Hacker News new | past | comments | ask | show | jobs | submit login
Ask HN: How to understand the large codebase of an open-source project?
188 points by maqbool on Feb 3, 2018 | hide | past | favorite | 47 comments
Hello All!

what are techniques you all used to learn and understand a large codebase? what are the tools you use?

You can use the debugger on low level api calls to get pretty much anywhere in the codebase. If you want to find whats changing a label to "foo" you can hook into every set_Text call and put a conditional breakpoint on all label changes to break on "foo", then just go up the callstack to find the logic. This strategy works on network interfaces and file interfaces as well. I abused this on our 2M+ SLOC legacy codebase and it has saved me many hours.

Also use version control to identify the most commonly edited files in the project.
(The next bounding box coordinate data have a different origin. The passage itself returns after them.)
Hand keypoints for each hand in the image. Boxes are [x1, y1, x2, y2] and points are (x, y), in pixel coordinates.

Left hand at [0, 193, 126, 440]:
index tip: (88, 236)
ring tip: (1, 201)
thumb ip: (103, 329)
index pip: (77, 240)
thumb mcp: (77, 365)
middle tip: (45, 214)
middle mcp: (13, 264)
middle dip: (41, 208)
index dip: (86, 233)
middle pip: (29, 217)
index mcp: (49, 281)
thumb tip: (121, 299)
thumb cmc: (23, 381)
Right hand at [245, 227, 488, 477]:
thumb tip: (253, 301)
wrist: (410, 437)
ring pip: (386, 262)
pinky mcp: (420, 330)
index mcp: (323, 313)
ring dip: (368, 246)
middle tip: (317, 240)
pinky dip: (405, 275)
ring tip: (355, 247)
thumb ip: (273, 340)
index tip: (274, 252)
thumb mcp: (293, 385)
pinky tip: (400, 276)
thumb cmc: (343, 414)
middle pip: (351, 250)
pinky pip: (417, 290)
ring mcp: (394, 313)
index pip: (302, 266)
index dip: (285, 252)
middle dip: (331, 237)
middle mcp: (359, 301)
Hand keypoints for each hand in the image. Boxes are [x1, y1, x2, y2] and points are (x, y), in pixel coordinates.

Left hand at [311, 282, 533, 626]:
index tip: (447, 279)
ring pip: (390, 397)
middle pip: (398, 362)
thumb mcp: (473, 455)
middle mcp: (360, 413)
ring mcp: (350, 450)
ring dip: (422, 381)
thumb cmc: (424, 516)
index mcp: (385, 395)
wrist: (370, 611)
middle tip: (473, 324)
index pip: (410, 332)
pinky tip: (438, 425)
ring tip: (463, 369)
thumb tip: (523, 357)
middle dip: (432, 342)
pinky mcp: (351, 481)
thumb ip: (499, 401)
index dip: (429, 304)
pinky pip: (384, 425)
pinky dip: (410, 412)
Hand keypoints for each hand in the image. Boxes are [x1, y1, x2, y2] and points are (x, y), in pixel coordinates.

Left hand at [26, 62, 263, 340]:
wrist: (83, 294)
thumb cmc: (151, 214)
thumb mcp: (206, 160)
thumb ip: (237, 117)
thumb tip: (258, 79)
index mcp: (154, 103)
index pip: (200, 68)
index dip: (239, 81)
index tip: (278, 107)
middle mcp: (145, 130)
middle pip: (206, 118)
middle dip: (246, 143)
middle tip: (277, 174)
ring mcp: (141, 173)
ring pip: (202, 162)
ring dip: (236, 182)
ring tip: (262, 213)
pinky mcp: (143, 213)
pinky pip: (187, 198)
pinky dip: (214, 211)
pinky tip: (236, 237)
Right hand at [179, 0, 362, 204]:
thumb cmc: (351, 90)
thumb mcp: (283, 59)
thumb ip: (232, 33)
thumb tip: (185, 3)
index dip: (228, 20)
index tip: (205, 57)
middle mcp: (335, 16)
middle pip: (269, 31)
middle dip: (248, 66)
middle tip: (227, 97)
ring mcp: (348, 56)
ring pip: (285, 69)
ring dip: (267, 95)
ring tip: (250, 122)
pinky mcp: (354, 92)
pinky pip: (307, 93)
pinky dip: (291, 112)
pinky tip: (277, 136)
These are usually the files that are doing all the work (80/20 rule) and you likely need to know of them.

git log --pretty=format: --name-only | sort | uniq -c | sort -rg | head -10

A variation on this is instrumenting an codebase with profiler flamegraphs, which I find a lot more straightforward to drill in/out with than stepping through functions one at a time.

I normally use manual profiling libraries - I need an excuse to try out orbit, which uses automatic instrumentation for similar purpouses: https://www.youtube.com/watch?v=L8w0qI8qzvM

A little lower fidelity in some ways, but faster iteration than what I've been doing in others...
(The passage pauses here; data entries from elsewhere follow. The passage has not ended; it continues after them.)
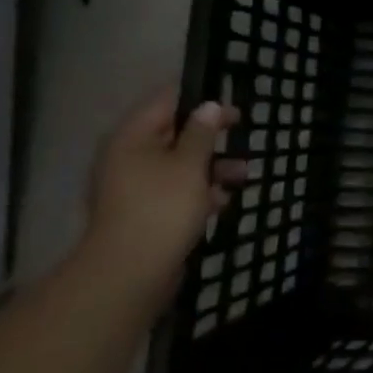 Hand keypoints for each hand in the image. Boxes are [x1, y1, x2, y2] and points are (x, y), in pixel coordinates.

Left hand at [79, 88, 244, 289]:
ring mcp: (135, 188)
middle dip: (210, 138)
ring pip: (179, 165)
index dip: (199, 98)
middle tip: (242, 135)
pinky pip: (175, 192)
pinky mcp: (145, 213)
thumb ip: (202, 132)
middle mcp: (129, 157)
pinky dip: (199, 193)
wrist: (130, 273)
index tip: (230, 104)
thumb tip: (209, 106)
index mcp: (132, 137)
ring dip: (211, 167)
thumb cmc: (162, 207)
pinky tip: (222, 202)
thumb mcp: (190, 164)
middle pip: (174, 134)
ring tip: (243, 175)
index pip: (165, 101) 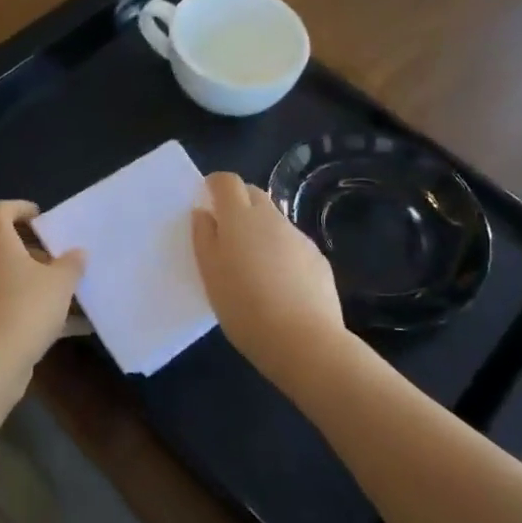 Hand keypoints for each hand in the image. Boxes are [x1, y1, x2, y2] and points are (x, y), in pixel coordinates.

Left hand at [0, 200, 84, 389]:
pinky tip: (67, 328)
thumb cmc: (25, 310)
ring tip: (71, 296)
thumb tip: (77, 253)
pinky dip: (34, 311)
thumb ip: (72, 264)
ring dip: (38, 284)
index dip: (17, 208)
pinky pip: (11, 307)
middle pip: (7, 248)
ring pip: (11, 280)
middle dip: (37, 253)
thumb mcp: (60, 283)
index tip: (40, 217)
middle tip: (64, 261)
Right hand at [191, 173, 349, 380]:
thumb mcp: (210, 274)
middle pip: (253, 194)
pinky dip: (281, 253)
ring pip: (274, 221)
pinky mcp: (318, 259)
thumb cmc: (244, 307)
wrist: (304, 341)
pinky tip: (279, 286)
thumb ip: (204, 237)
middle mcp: (272, 218)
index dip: (215, 185)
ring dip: (260, 231)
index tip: (207, 201)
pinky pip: (293, 245)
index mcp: (240, 218)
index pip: (227, 181)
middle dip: (238, 204)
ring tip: (253, 267)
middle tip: (226, 235)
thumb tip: (204, 213)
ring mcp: (299, 237)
This isn’t abuse... it’s exactly how you’re supposed to use a debugger.

I suppose the difference is you'd normally use a debugger to find out why the code isn't doing what it's supposed to, rather than using it to find out what the code is supposed to be doing in the first place.

I don't consider it abuse either, though.
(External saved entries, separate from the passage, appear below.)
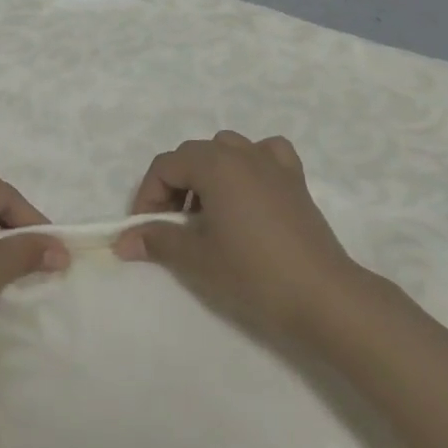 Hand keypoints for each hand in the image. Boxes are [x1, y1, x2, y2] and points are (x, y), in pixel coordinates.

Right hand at [113, 131, 363, 342]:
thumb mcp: (197, 258)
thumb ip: (157, 240)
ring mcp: (272, 162)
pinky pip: (266, 154)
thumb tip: (123, 241)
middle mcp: (240, 152)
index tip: (145, 230)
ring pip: (226, 150)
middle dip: (174, 186)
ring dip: (208, 174)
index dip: (148, 196)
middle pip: (192, 156)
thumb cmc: (254, 273)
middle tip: (170, 226)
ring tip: (207, 212)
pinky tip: (250, 189)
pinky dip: (252, 164)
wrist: (324, 297)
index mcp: (213, 163)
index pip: (165, 166)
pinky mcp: (295, 180) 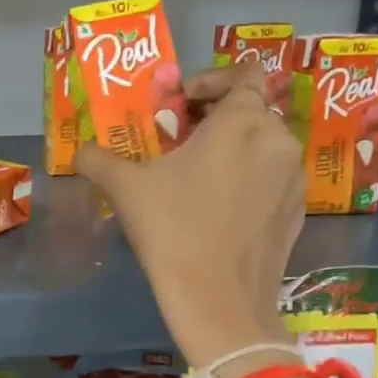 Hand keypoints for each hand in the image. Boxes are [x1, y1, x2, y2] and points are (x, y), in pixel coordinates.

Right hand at [74, 66, 303, 367]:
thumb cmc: (173, 231)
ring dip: (230, 148)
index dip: (210, 80)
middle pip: (250, 109)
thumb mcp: (125, 188)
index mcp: (242, 122)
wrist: (220, 304)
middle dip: (212, 117)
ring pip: (262, 145)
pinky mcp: (297, 213)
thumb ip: (98, 159)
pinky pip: (271, 178)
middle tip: (175, 141)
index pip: (245, 73)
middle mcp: (278, 141)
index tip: (178, 105)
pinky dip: (247, 179)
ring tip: (193, 176)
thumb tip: (80, 152)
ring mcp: (293, 179)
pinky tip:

Agreed, and riffing on that a bit — I find the name "debugger" is actually troublesome when teaching newcomers (I work with kids of various ages).

I see the debugger much more like a "REPL for a compiled language" than a "bug removal tool". I try to teach people to think of it as an interactive inspection tool, not as (merely) a thing to fix broken programs.

"REPL for a compiled language", or "Binary REPL", I like that.

Besides that, it's times like these when I realise how useful IDEs are. Instead of needing to use grep (or something similar), I can simply right click on a variable and choose 'Find all references' (this is in VS, but I'm sure many of the leading IDEs will have this feature). When I use the command line it's to save myself time.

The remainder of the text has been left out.